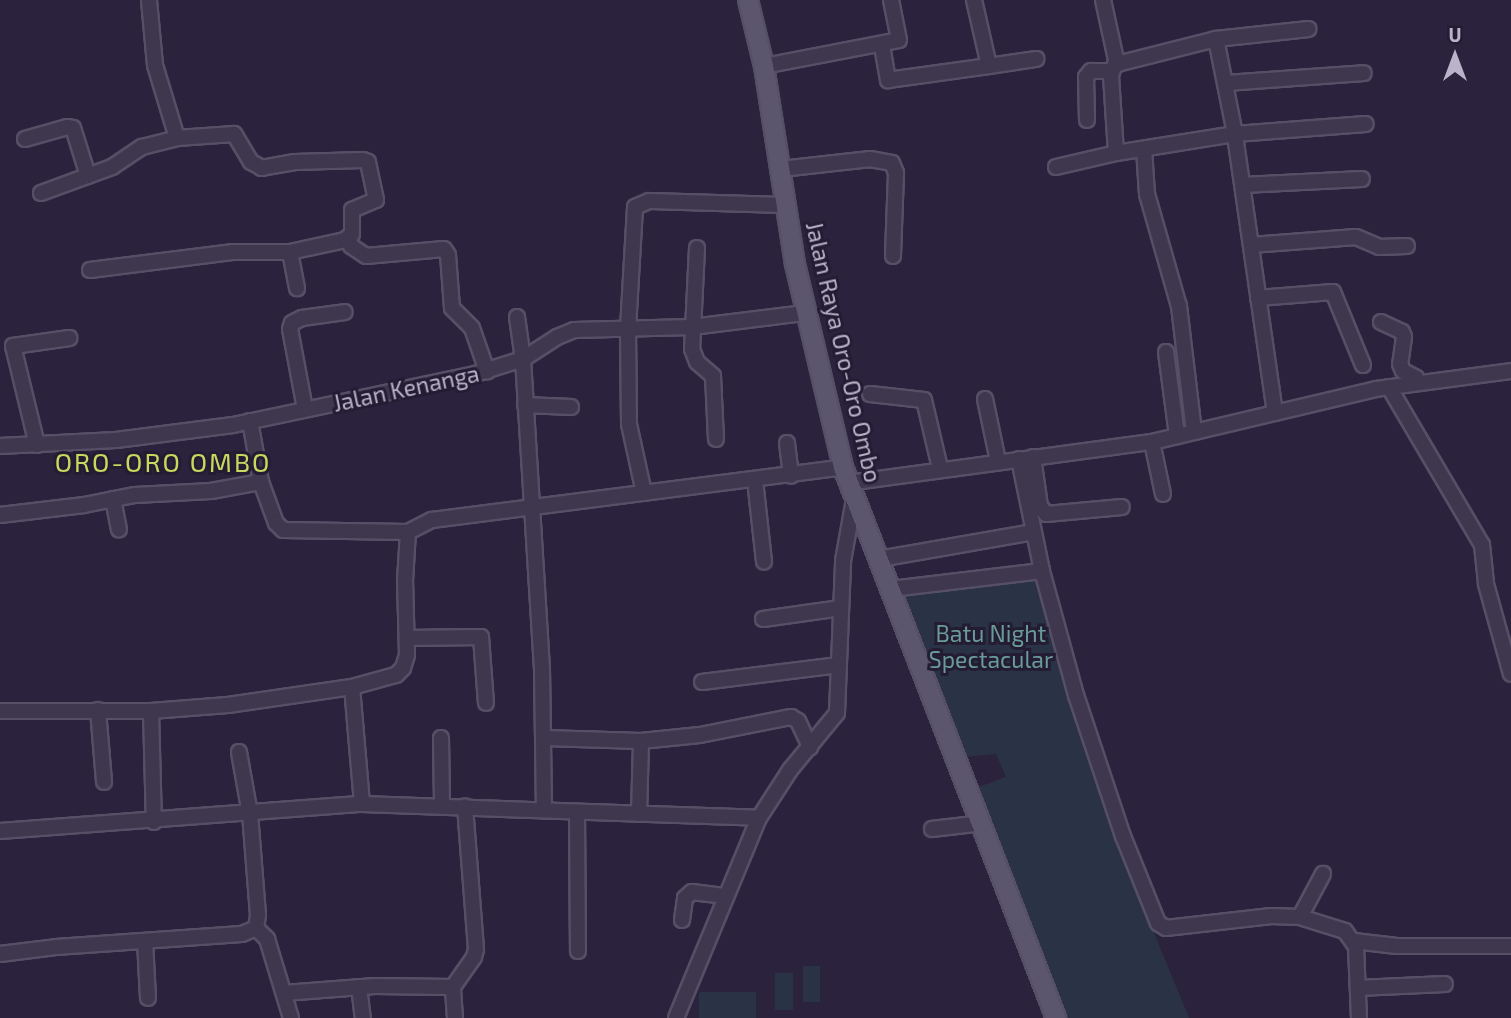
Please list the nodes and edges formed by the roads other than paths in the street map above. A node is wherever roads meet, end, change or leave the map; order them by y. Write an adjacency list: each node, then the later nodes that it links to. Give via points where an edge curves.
1 (149, 0): 18 (street, via 155,65)
2 (748, 0): 10 (main road, Jalan Raya Oro-Oro Ombo)
3 (891, 0): 8 (street, via 900,38)
4 (974, 0): 11 (street)
5 (1103, 0): 12 (street)
6 (1308, 29): 7 (street)
7 (1216, 39): 12 (street); 14 (street)
8 (881, 46): 10 (street); 11 (street, via 888,80)
9 (1036, 59): 11 (street)
10 (764, 66): 23 (main road, Jalan Raya Oro-Oro Ombo)
11 (989, 66)
12 (1114, 67): 15 (street, via 1091,71 1086,77); 21 (street)
13 (1364, 73): 14 (street)
14 (1226, 83): 17 (street)
15 (1087, 120)
16 (1366, 124): 17 (street)
17 (1235, 134): 20 (street); 26 (street)
18 (177, 138): 24 (street, via 142,147); 29 (street, via 234,134 251,162 262,167 355,159 368,162 376,200 352,210)
19 (25, 139): 24 (street, via 73,128)
20 (1144, 149): 21 (street); 60 (street, via 1147,194 1179,306)
21 (1116, 153): 22 (street)
22 (1056, 167)
23 (780, 169): 28 (main road, Jalan Raya Oro-Oro Ombo); 34 (street, via 870,159 892,163 896,173)
24 (88, 176): 27 (street)
25 (1362, 178): 26 (street)
26 (1243, 185): 30 (street)
27 (41, 193)
28 (785, 205): 39 (main road, Jalan Raya Oro-Oro Ombo); 43 (street, via 638,204 633,213)
29 (349, 238): 33 (street); 49 (street, via 351,246 366,256 444,249 452,308 472,328)
30 (1251, 245): 31 (street, via 1356,237 1379,247); 37 (street)
31 (1407, 246)
32 (697, 248): 42 (street)
33 (290, 253): 35 (street, via 232,252); 36 (street)
34 (892, 256)
35 (90, 270)
36 (298, 288)
37 (1258, 298): 48 (street, via 1333,292); 58 (street)
38 (345, 312): 57 (street, via 292,323)
39 (805, 313): 42 (street, Jalan Kenanga); 73 (main road, Jalan Raya Oro-Oro Ombo)
40 (517, 317): 47 (street)
41 (1381, 322): 51 (street, via 1402,332 1400,364)
42 (692, 327): 43 (street, Jalan Kenanga); 62 (street, via 694,357 713,376)
43 (628, 329): 47 (street, Jalan Kenanga, via 574,330); 74 (street, via 630,434)
44 (69, 338): 45 (street)
45 (6, 347): 65 (street)
46 (1166, 352): 61 (street)
47 (523, 359): 49 (street, Jalan Kenanga); 55 (street)
48 (1363, 365)
49 (487, 371): 57 (street, Jalan Kenanga)
50 (1511, 371): 51 (street)
51 (1417, 383): 52 (street)
52 (1389, 387): 58 (street); 93 (street, via 1482,545 1486,584)
53 (870, 394): 69 (street, via 923,400)
54 (985, 399): 68 (street)
55 (526, 405): 56 (street); 78 (street)
56 (571, 407)
57 (305, 409): 59 (street, Jalan Kenanga)
58 (1275, 413): 60 (street)
59 (250, 421): 65 (street, Jalan Kenanga, via 116,440); 72 (street)
60 (1194, 432): 61 (street)
61 (1177, 436): 63 (street)
62 (716, 439)
63 (1152, 442): 67 (street); 75 (street)
64 (787, 443): 70 (street)
65 (37, 445): 66 (street, Jalan Kenanga)
66 (0, 446)
67 (1026, 458): 68 (street); 77 (street, via 1046,514); 82 (street)
68 (998, 461): 69 (street)
69 (940, 468): 73 (street)
70 (791, 476): 71 (street); 73 (street)
71 (755, 480): 74 (street); 86 (street)
72 (261, 482): 76 (street); 81 (street, via 283,530)
73 (848, 483): 83 (main road, Jalan Raya Oro-Oro Ombo); 84 (street)
74 (643, 492): 78 (street)
75 (1163, 494)
76 (113, 499): 79 (street); 80 (street)
77 (1122, 507)
78 (531, 508): 81 (street, via 432,520); 101 (street)
79 (0, 515)
80 (119, 529)
81 (408, 532): 91 (street)
82 (1034, 532): 85 (street); 87 (street)
83 (868, 533): 84 (street); 85 (main road, Jalan Raya Oro-Oro Ombo)
84 (846, 537): 89 (street)
85 (879, 559): 88 (main road, Jalan Raya Oro-Oro Ombo)
86 (764, 562)
87 (1042, 571): 88 (street); 120 (street, via 1076,695 1158,923 1166,928)
88 (891, 589): 115 (main road, Jalan Raya Oro-Oro Ombo)
89 (841, 608): 90 (street); 92 (street)
90 (763, 620)
91 (407, 638): 95 (street, via 406,662 400,672); 96 (street, via 481,637)
92 (839, 665): 94 (street); 103 (street, via 838,713)
93 (1511, 674)
94 (702, 682)
95 (352, 687): 99 (street); 106 (street)
96 (486, 702)
97 (0, 710): 98 (street)
98 (98, 710): 99 (street); 105 (street)
99 (151, 711): 114 (street)
100 (441, 737): 107 (street)
101 (544, 737): 102 (street); 109 (street)
102 (641, 741): 103 (street, via 791,717 798,721); 112 (street)
103 (810, 747): 113 (street)
104 (239, 752): 111 (street)
105 (104, 782)
106 (362, 804): 107 (street); 111 (street)
107 (442, 804): 108 (street)
108 (465, 806): 109 (street); 130 (street, via 476,949)
109 (544, 810): 110 (street)
110 (578, 813): 112 (street); 126 (street)
111 (250, 814): 114 (street); 122 (street)
112 (639, 814): 113 (street)
113 (759, 818): 119 (street)
114 (154, 822): 117 (street)
115 (983, 823): 116 (street); 138 (main road, Jalan Raya Oro-Oro Ombo)
116 (932, 829)
117 (0, 831)
118 (1323, 874): 120 (street)
119 (726, 895): 121 (street, via 692,892 685,898); 137 (street)
120 (1300, 917): 124 (street, via 1345,931)
121 (682, 920)
122 (256, 928): 123 (street, via 242,934); 132 (street, via 267,939)
123 (145, 941): 127 (street); 133 (street)
124 (1354, 941): 125 (street, via 1397,946); 131 (street)
125 (1511, 946)
126 (578, 951)
127 (0, 954)
128 (1446, 984): 131 (street)
129 (359, 987): 130 (street); 132 (street); 135 (street)
130 (453, 987): 136 (street)
131 (1358, 988): 139 (street)
132 (284, 993): 134 (street)
133 (148, 998)
134 (291, 1018)
135 (363, 1018)
136 (455, 1018)
137 (676, 1018)
138 (1056, 1018)
139 (1359, 1018)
□ □ □ □ □
Gather up every line in the data above that contains the word "Ombo", copying each one.

2 (748, 0): 10 (main road, Jalan Raya Oro-Oro Ombo)
10 (764, 66): 23 (main road, Jalan Raya Oro-Oro Ombo)
23 (780, 169): 28 (main road, Jalan Raya Oro-Oro Ombo); 34 (street, via 870,159 892,163 896,173)
28 (785, 205): 39 (main road, Jalan Raya Oro-Oro Ombo); 43 (street, via 638,204 633,213)
39 (805, 313): 42 (street, Jalan Kenanga); 73 (main road, Jalan Raya Oro-Oro Ombo)
73 (848, 483): 83 (main road, Jalan Raya Oro-Oro Ombo); 84 (street)
83 (868, 533): 84 (street); 85 (main road, Jalan Raya Oro-Oro Ombo)
85 (879, 559): 88 (main road, Jalan Raya Oro-Oro Ombo)
88 (891, 589): 115 (main road, Jalan Raya Oro-Oro Ombo)
115 (983, 823): 116 (street); 138 (main road, Jalan Raya Oro-Oro Ombo)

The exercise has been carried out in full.